SAN GIOVANNI LUPATOTO. La Giunta Zerman ha deciso di congelare la realizzazione del tratto fra Porto e Pontoncello

Pista ciclabile, fermi tutti

C'è uno stop in vista per la realizzazione del contestato fondo in terra battuta della pista sull'argine dell'Adige, che l'amministrazione Taioli aveva già deciso di appaltare (costo previsto 160 mila euro). I circa tre chilometri di pista che, lungo il fiume, mettono in collegamento la zona verde del Porto con la zeviana Pontoncello verranno «congelati» in attesa di elaborare un progetto di percorso ciclopedonale che copra tutto il tratto dell'argine destro dell'Adige fra il Pestrino, quartiere di Verona, e Zevio passando per San Giovanni.

«Ci siamo incontrati con l'amministrazione di Zevio ed abbiamo convenuto che è utile procedere con un progetto organico e completo per tutto il tratto di argine», dice il sindaco Fabrizio Zerman. «Si tratta di una ventina di chilometri che mettono in collegamento Verona con Zevio».

«Riteniamo che questo progetto vada avviato in modo corale e presentato alla Provincia e alla Regione per godere di possibili finanziamenti», aggiunge Zerman. «Non avrebbe infatti senso fare i tre chilometri previsti dal Porto a Pontoncello per arrivare poi, tra alcuni mesi, ad elaborare una soluzione con caratteristiche diverse. E' meglio rielaborare questo progetto nella sua generalità e inserirlo nelle linee portanti del biciplan comunale in modo che tenga conto anche dei collegamenti con la città e con la Bassa».

«Ci siamo lasciati con gli amministratori di Zevio con l'impegno di rivederci dopo le ferie per avviare un progetto unico e coordinato di intervento per la realizzazione della pista ciclabile fra Verona e Zevio», conclude Zerman. «Anche per la prosecuzione della pista ciclabile che sale da Raldon fino a Pozzo pensiamo si possano elaborare delle soluzioni diverse per la sua prosecuzione verso Verona», dice ancora Zerman. «Un'ipotesi da esaminare potrebbe essere quella di farla convergere verso la zona di via Vendramini e qui farle superare il canale con una passerella raccordandola quindi con via Ca' Nova Zampieri e con la pista per Verona».

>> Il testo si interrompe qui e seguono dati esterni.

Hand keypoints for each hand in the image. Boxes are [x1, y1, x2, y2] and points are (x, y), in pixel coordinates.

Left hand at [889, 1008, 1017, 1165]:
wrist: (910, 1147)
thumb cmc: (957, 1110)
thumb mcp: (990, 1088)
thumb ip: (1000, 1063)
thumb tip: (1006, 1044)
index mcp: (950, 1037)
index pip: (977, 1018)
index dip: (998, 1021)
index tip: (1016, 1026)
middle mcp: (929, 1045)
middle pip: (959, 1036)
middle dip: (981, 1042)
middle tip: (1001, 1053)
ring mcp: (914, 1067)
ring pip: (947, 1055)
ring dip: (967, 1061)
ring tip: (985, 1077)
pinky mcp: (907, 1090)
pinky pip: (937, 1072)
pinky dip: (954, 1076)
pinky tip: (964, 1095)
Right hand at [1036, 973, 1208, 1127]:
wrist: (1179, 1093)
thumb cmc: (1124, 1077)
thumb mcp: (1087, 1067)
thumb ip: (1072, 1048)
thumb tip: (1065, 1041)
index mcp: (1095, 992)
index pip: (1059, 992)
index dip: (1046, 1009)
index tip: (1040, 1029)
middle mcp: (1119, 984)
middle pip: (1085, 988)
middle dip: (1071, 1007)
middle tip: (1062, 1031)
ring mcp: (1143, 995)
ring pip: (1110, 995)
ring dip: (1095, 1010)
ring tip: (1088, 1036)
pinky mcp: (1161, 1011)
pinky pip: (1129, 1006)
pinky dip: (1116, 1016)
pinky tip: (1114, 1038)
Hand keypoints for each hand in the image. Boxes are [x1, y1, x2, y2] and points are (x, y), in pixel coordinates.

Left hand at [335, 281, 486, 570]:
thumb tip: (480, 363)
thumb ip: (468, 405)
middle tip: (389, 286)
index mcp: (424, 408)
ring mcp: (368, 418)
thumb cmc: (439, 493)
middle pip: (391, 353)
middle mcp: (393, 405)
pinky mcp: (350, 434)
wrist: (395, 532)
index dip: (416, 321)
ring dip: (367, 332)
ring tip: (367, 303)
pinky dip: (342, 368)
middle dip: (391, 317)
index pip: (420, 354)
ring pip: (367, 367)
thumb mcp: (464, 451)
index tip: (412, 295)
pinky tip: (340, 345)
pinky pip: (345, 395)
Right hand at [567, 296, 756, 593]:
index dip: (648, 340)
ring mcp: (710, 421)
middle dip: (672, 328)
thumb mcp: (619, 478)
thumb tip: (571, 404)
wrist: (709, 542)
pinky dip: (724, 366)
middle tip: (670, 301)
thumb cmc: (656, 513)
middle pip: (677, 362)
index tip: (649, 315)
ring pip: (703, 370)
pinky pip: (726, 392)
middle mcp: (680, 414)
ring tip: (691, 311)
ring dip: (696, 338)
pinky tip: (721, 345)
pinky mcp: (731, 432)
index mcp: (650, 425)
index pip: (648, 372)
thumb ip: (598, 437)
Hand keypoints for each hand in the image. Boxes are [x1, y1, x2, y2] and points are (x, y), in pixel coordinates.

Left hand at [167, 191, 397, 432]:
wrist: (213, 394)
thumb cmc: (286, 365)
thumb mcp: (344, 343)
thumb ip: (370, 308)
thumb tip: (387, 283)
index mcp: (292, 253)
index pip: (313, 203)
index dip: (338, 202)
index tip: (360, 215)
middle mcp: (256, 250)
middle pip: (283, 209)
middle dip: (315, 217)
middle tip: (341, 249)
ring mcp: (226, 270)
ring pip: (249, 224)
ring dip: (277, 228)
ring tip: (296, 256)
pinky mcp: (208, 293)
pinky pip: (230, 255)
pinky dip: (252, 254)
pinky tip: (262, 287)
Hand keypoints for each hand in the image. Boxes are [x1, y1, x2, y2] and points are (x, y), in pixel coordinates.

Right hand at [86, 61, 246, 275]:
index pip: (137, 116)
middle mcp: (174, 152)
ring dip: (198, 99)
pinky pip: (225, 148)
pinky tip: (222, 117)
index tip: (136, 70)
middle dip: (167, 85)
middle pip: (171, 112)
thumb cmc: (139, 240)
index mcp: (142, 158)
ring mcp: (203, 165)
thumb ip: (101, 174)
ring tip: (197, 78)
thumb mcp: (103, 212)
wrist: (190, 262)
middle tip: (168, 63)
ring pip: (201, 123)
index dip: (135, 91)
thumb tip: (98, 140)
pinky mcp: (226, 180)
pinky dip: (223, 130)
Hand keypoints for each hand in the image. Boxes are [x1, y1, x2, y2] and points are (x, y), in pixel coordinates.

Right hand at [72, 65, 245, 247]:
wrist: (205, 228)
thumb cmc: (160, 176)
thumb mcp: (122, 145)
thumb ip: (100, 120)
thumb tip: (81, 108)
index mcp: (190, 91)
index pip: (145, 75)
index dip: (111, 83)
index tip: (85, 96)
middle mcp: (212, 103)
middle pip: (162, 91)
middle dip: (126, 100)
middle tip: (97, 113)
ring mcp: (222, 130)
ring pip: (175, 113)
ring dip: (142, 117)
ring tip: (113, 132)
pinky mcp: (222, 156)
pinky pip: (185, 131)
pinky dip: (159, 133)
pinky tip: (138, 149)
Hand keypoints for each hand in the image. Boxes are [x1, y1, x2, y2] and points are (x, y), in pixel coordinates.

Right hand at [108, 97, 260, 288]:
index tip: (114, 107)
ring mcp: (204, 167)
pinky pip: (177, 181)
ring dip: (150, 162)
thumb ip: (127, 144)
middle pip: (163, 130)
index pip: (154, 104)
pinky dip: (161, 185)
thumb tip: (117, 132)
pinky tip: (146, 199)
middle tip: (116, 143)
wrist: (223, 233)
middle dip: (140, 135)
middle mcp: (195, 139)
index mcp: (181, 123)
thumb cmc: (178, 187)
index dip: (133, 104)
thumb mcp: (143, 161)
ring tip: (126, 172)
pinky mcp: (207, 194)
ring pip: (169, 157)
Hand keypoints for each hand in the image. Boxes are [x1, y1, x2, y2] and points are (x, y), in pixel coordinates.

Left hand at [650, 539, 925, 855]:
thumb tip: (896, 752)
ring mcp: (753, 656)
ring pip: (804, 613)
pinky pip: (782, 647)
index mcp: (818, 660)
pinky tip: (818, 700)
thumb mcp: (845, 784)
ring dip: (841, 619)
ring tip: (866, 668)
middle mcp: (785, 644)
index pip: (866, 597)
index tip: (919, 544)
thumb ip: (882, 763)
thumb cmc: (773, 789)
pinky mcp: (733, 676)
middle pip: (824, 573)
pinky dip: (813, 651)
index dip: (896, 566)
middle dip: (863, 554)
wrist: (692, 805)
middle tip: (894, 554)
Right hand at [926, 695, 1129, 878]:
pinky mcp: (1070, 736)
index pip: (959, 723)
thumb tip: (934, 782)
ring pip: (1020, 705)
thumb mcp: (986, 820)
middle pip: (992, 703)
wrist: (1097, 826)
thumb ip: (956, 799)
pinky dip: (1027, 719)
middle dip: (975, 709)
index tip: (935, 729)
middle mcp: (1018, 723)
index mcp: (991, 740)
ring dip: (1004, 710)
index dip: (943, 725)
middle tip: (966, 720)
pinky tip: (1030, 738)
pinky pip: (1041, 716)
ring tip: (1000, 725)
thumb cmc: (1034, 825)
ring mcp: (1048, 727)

Zerman, da buon ciclista, ha le sue convinzioni anche per quanto riguarda l'uso delle piste ciclabili. «Penso che ci sia anche un'utenza che fa un uso ludico-ricreativo delle piste ciclabili e non soltanto un uso di via di collegamento», dice il sindaco. «Si tratta di persone alle quali piace trascorrere un'ora o due in sella, magari transitando attraverso la campagna e godendo del paesaggio. Credo che per loro si possa realizzare un anello che parta da San Giovanni Lupatoto e vi ritorni passando per Raldon e per la località Scaiole.